First and foremost, Sitler and Puma agree, is New Age author Jose Arguelles, most famed for his declaration of a “Harmonic Convergence” in August 1987. The Harmonic Convergence, Arguelles said, was the “exponential acceleration of the wave harmonic of history as it phases into a moment of unprecedented synchronization,” and “a shift point into the last 25 years of the galactic beam.”
Sitler says Arguelles’ approach is Mayan culture with “creative abandon,” and when challenged, will note that his version of a 260-day Mayan ritual calendar, which differs significantly from the actual calendar used by some Maya even today, is a version of the “Galactic Maya,” rather than the indigenous Maya.
“Arguelles is merely the best-known teacher in an ever-expanding international group that includes dozens of highly inventive and often eccentric individuals reaching out to the New Age public with their ideas concerning 2012,” Sitler said. He notes the existence of a Web site that features a running clock until Dec. 21, 2012, with links to another selling T-shirts bearing the 2012 date and featuring several pop-up ads.

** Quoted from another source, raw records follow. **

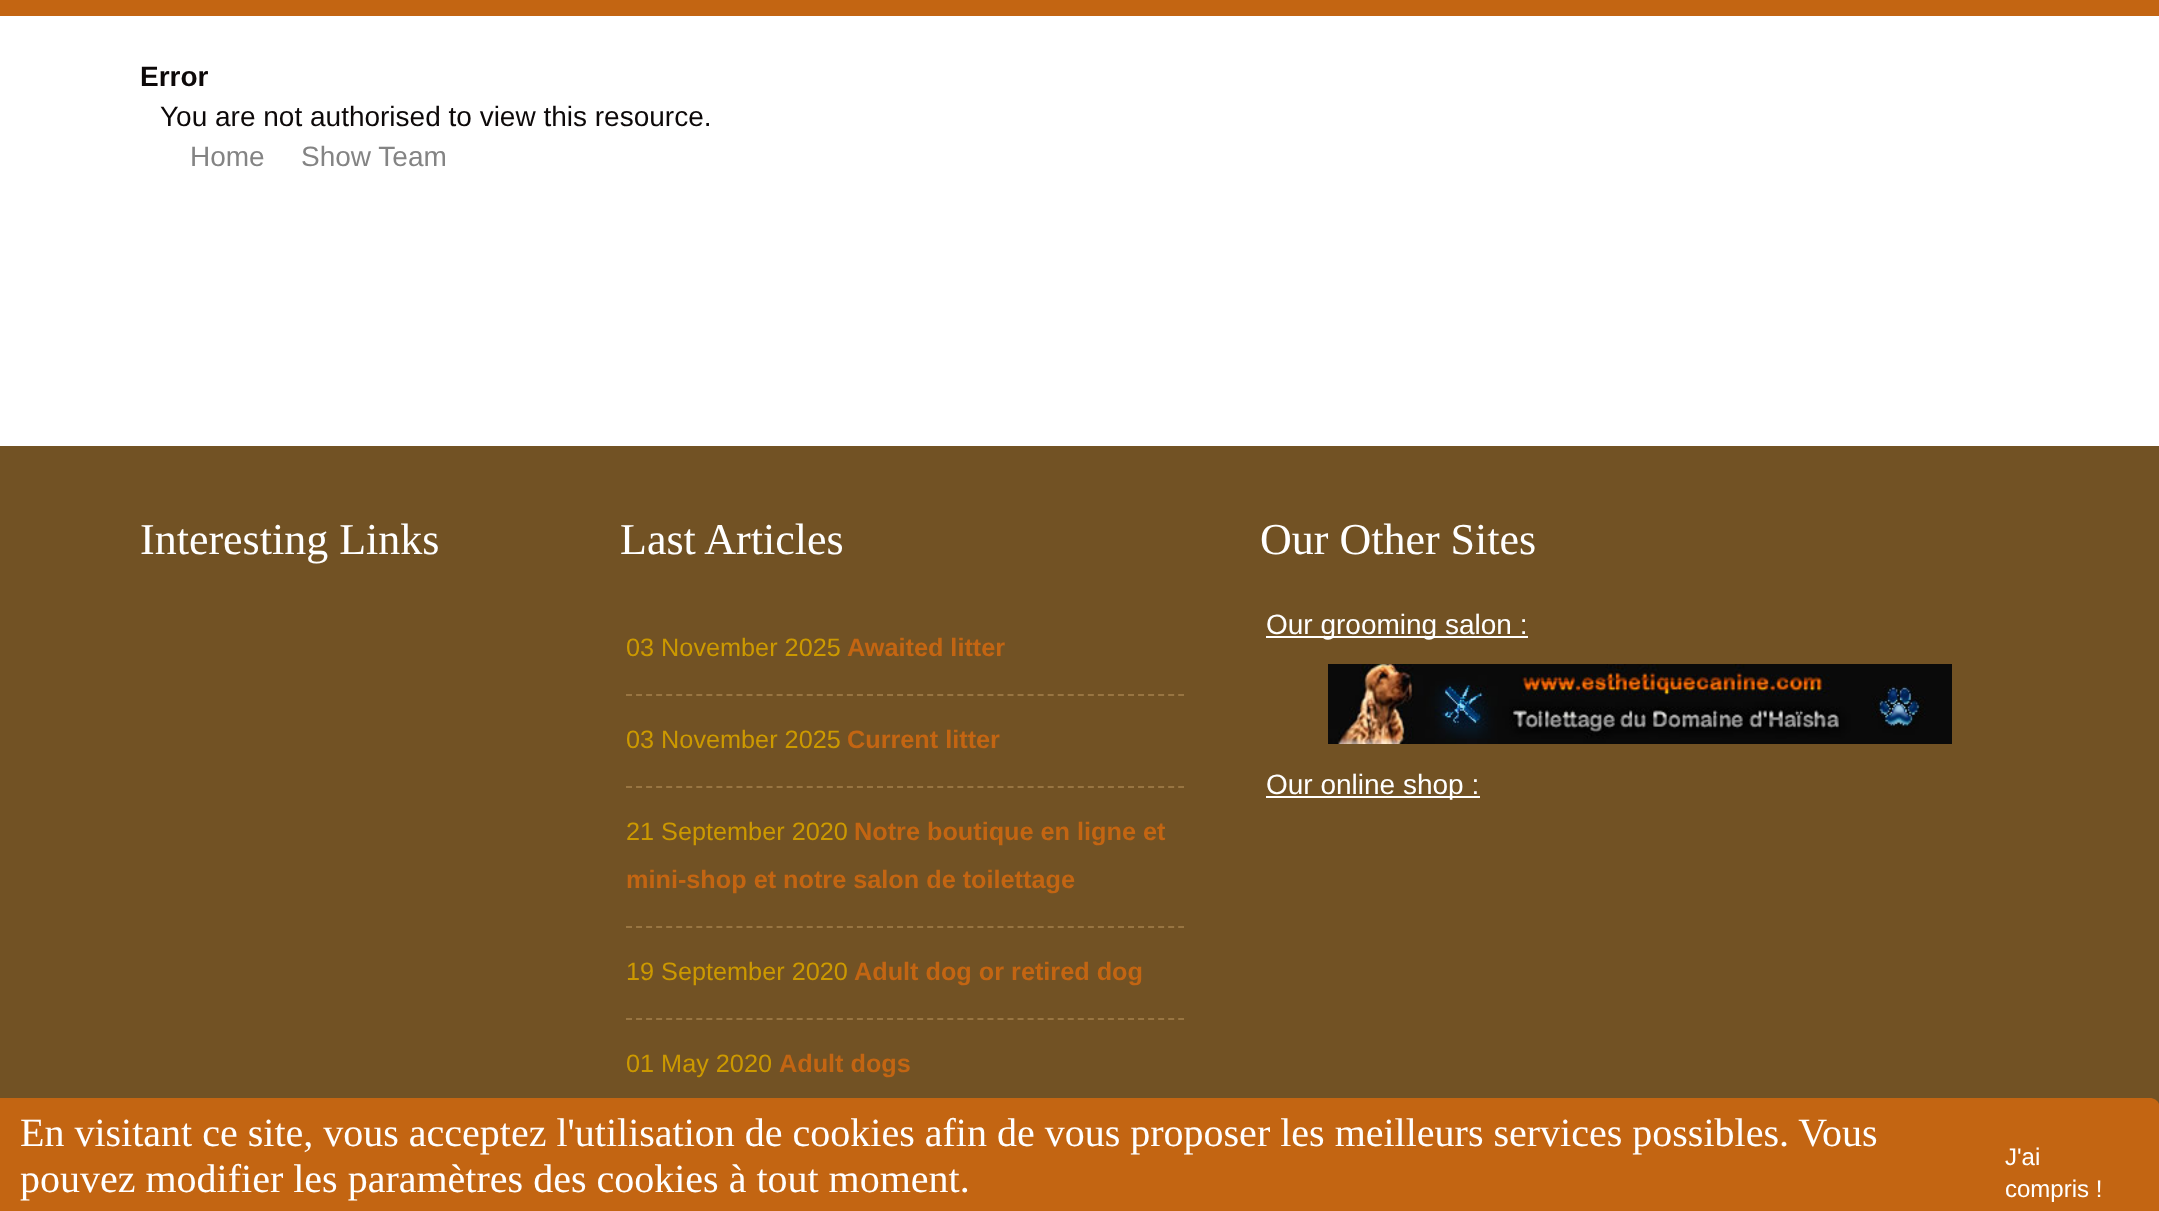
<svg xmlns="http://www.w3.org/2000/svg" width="2159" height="1211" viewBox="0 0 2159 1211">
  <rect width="100%" height="100%" fill="#fff"/>
  <path d="M0 0h2159v16H0z" fill="#c36512"/>
  <path d="M0 446h2159v658H0z" fill="#725224"/>
  <path d="M626 695H1184" fill="none" stroke="#987542" stroke-width="2" stroke-dasharray="6 4.04"/>
  <path d="M626 787H1184" fill="none" stroke="#987542" stroke-width="2" stroke-dasharray="6 4.04"/>
  <path d="M626 927H1184" fill="none" stroke="#987542" stroke-width="2" stroke-dasharray="6 4.04"/>
  <path d="M626 1019H1184" fill="none" stroke="#987542" stroke-width="2" stroke-dasharray="6 4.04"/>
  <path d="M1266 636h262v2H1266z" fill="#fff"/>
  <image x="1328" y="664" width="624" height="80" href="img/1.png"/>
  <path d="M1266 796h214v2H1266z" fill="#fff"/>
  <path d="M0 1098H2150C2155.5 1098 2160 1102.5 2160 1108V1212H-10V1108C-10 1102.5-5.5 1098 0 1098Z" fill="#c36512"/>
  <text x="140" y="86" font-family="Liberation Sans" font-size="28" font-weight="bold" fill="#0d0909">Error</text>
  <text x="160" y="126" font-family="Liberation Sans" font-size="28" fill="#0d0909">You are not authorised to view this resource.</text>
  <g font-family="Liberation Sans" font-size="28" fill="#848484">
    <text x="190" y="166">Home</text>
    <text x="301" y="166">Show Team</text>
  </g>
  <g font-family="Liberation Serif" font-size="44" fill="#fff">
    <text x="140" y="554">Interesting Links</text>
    <text x="620" y="554">Last Articles</text>
  </g>
  <text x="626" y="656" font-family="Liberation Sans" font-size="25.25" fill="#c90">03 November 2025</text>
  <text x="847" y="656" font-family="Liberation Sans" font-size="25.25" font-weight="bold" fill="#c36512">Awaited litter</text>
  <text x="626" y="748" font-family="Liberation Sans" font-size="25.25" fill="#c90">03 November 2025</text>
  <text x="847" y="748" font-family="Liberation Sans" font-size="25.25" font-weight="bold" fill="#c36512">Current litter</text>
  <text x="626" y="840" font-family="Liberation Sans" font-size="25.25" fill="#c90">21 September 2020</text>
  <g font-family="Liberation Sans" font-size="25.25" font-weight="bold" fill="#c36512">
    <text x="854" y="840">Notre boutique en ligne et</text>
    <text x="626" y="888">mini-shop et notre salon de toilettage</text>
  </g>
  <text x="626" y="980" font-family="Liberation Sans" font-size="25.25" fill="#c90">19 September 2020</text>
  <text x="854" y="980" font-family="Liberation Sans" font-size="25.25" font-weight="bold" fill="#c36512">Adult dog or retired dog</text>
  <text x="626" y="1072" font-family="Liberation Sans" font-size="25.25" fill="#c90">01 May 2020</text>
  <text x="779" y="1072" font-family="Liberation Sans" font-size="25.25" font-weight="bold" fill="#c36512">Adult dogs</text>
  <text x="1260" y="554" font-family="Liberation Serif" font-size="44" fill="#fff">Our Other Sites</text>
  <g font-family="Liberation Sans" font-size="28" fill="#fff">
    <text x="1266" y="634">Our grooming salon :</text>
    <text x="1266" y="794">Our online shop :</text>
  </g>
  <g font-family="Liberation Serif" font-size="40" fill="#fff">
    <text x="20" y="1146">En visitant ce site, vous acceptez l'utilisation de cookies afin de vous proposer les meilleurs services possibles. Vous</text>
    <text x="20" y="1192">pouvez modifier les paramètres des cookies à tout moment.</text>
  </g>
  <g font-family="Liberation Sans" font-size="24" fill="#fff">
    <text x="2005" y="1165">J'ai</text>
    <text x="2005" y="1197">compris !</text>
  </g>
</svg>
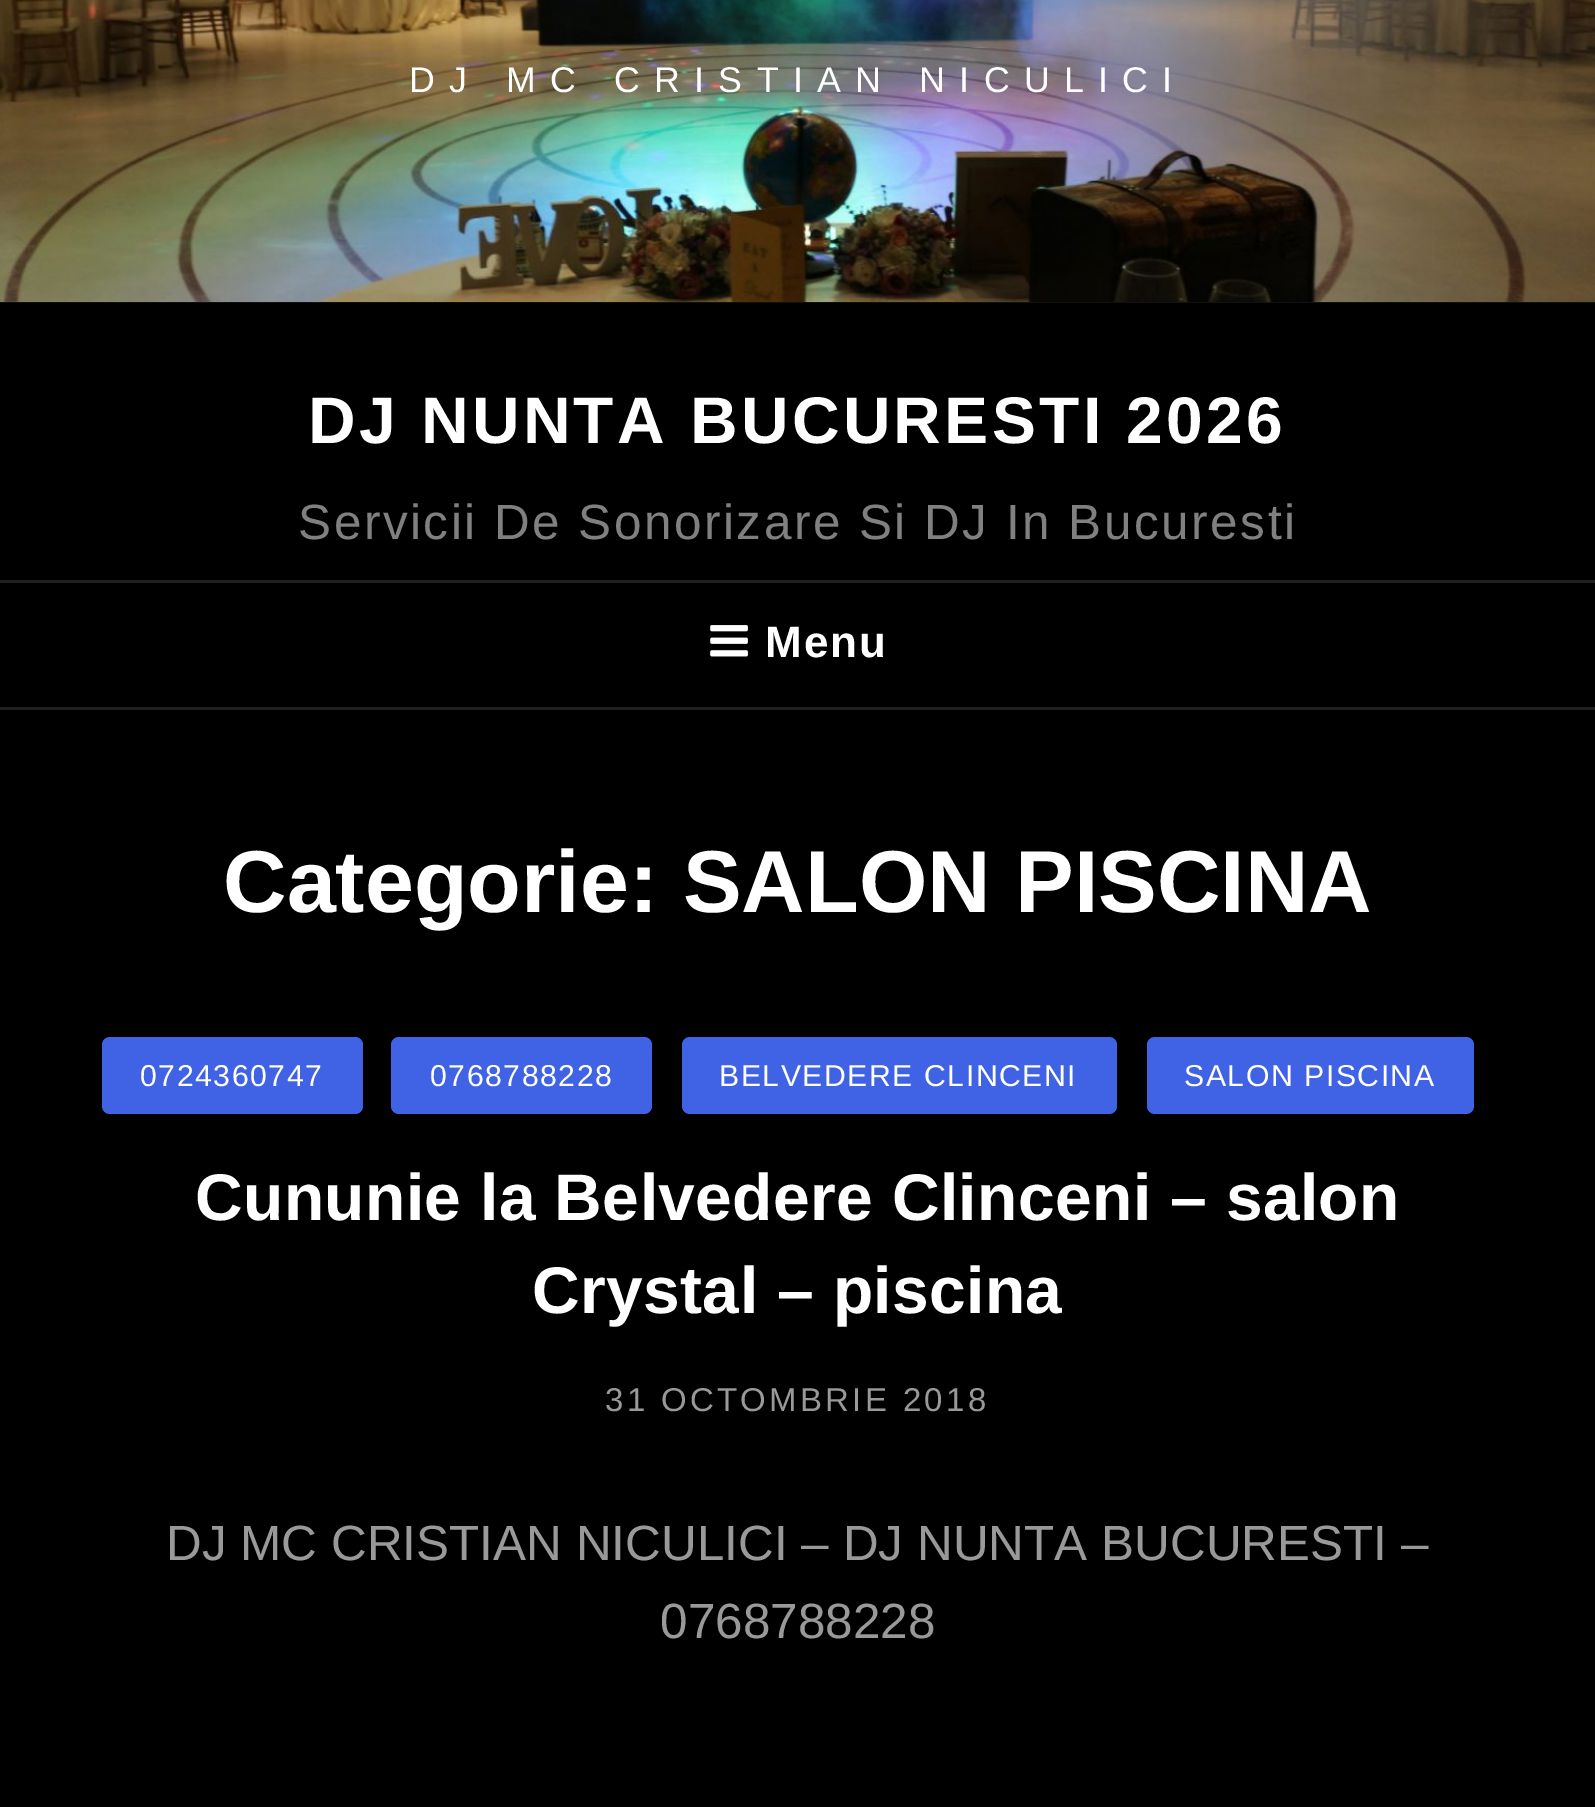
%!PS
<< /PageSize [1595 1807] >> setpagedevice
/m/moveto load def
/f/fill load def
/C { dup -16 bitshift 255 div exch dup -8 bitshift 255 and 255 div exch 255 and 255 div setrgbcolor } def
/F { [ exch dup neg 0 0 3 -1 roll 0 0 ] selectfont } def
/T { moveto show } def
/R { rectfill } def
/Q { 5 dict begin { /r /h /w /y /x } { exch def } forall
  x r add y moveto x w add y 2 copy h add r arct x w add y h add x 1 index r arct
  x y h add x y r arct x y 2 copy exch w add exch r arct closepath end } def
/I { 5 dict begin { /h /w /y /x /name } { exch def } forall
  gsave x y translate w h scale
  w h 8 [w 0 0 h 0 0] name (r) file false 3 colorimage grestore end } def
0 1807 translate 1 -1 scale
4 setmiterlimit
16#000000 C
0 0 1595 1807 R
16#111111 C
0 302 1595 1 R
(1.rgb) 0 0 1595 302 I
/LiberationSans-Regular 35.75 F
16#FFFFFF C
409 92 m 14.3 0 (DJ MC CRISTIAN NICULICI) ashow
/LiberationSans-Bold 66 F
308 443 m 3.3 0 (DJ NUNTA BUCURESTI 2026) ashow
/LiberationSans-Regular 49.5 F
16#808080 C
298 539 m 2.5 0 (Servicii De Sonorizare Si DJ In Bucuresti) ashow
16#202020 C
0 580 1595 3 R
0 707 1595 3 R
(2.rgb) 710 625 38 32 I
/LiberationSans-Bold 44 F
16#FFFFFF C
765 657 m 2 0 (Menu) ashow
/LiberationSans-Bold 88 F
(Categorie: SALON PISCINA) 223 912 T
16#4063E6 C
102 1037 261 77 8 Q f
/LiberationSans-Regular 30.25 F
16#FFFFFF C
140 1086 m 1.5 0 (0724360747) ashow
16#4063E6 C
391 1037 261 77 8 Q f
16#FFFFFF C
430 1086 m 1.5 0 (0768788228) ashow
16#4063E6 C
682 1037 435 77 8 Q f
16#FFFFFF C
719 1086 m 1.5 0 (BELVEDERE CLINCENI) ashow
16#4063E6 C
1147 1037 327 77 8 Q f
16#FFFFFF C
1184 1086 m 1.5 0 (SALON PISCINA) ashow
/LiberationSans-Bold 66 F
195 1220 m .35 0 (Cununie la Belvedere Clinceni – salon) ashow
532 1313 m .35 0 (Crystal – piscina) ashow
/LiberationSans-Regular 33 F
16#999999 C
605 1411 m 3.3 0 (31 OCTOMBRIE 2018) ashow
/LiberationSans-Regular 49.5 F
(DJ MC CRISTIAN NICULICI – DJ NUNTA BUCURESTI –) 166 1560 T
(0768788228) 660 1638 T
showpage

Despite the blatant commercialism, there remains a lot of interest in the subject, said Jeff Dorian, director of the MetaScience Research Forum, a local group that meets monthly at the Edgewater Public Library. Dorian said he has long wanted to land an expert in the Mayan calendar to speak to his group.
“There is a percentage of people who believe the end of the Mayan calendar will be the end of everything,” Dorian said. “There’s about as many interpretations of the Mayan calendar as there are experts.”
Inside an Ormond Beach New Age shop, the Crystal Connection, a thumping of drums, soft whistle of a flute and screech of an unidentifiable rainforest avian greets visitors. Books line the shelves, carrying titles such as, “The Fourth Dimension,” “The Book of Thoth,” and “Waking the Tiger: Healing Trauma.” Also available: pyramids, amethysts from Uruguay, angels and fairies (spelled “faeries”, presumably to seem more Gaelic).
Roger Hollander, owner of the shop, said he doesn’t believe 2012 will bring the end of the world. But, he adds: “There are many people that believe this. Some believe this strongly.”
Hollander, who also owns similar shops in Indian Rocks Beach and St. Augustine, believes a change could be coming in 2012.
“The world will have a better, a deeper sense of consciousness. By then, (people) should be worn out doing it how they’re doing it now. We’ll either be here or we won’t; we’ll just have to experience it.”
Sitler predicts the Mayans’ culture could lend 2012 “an attractive power that may eventually even outstrip” Y2K, the hype surrounding the year 2000.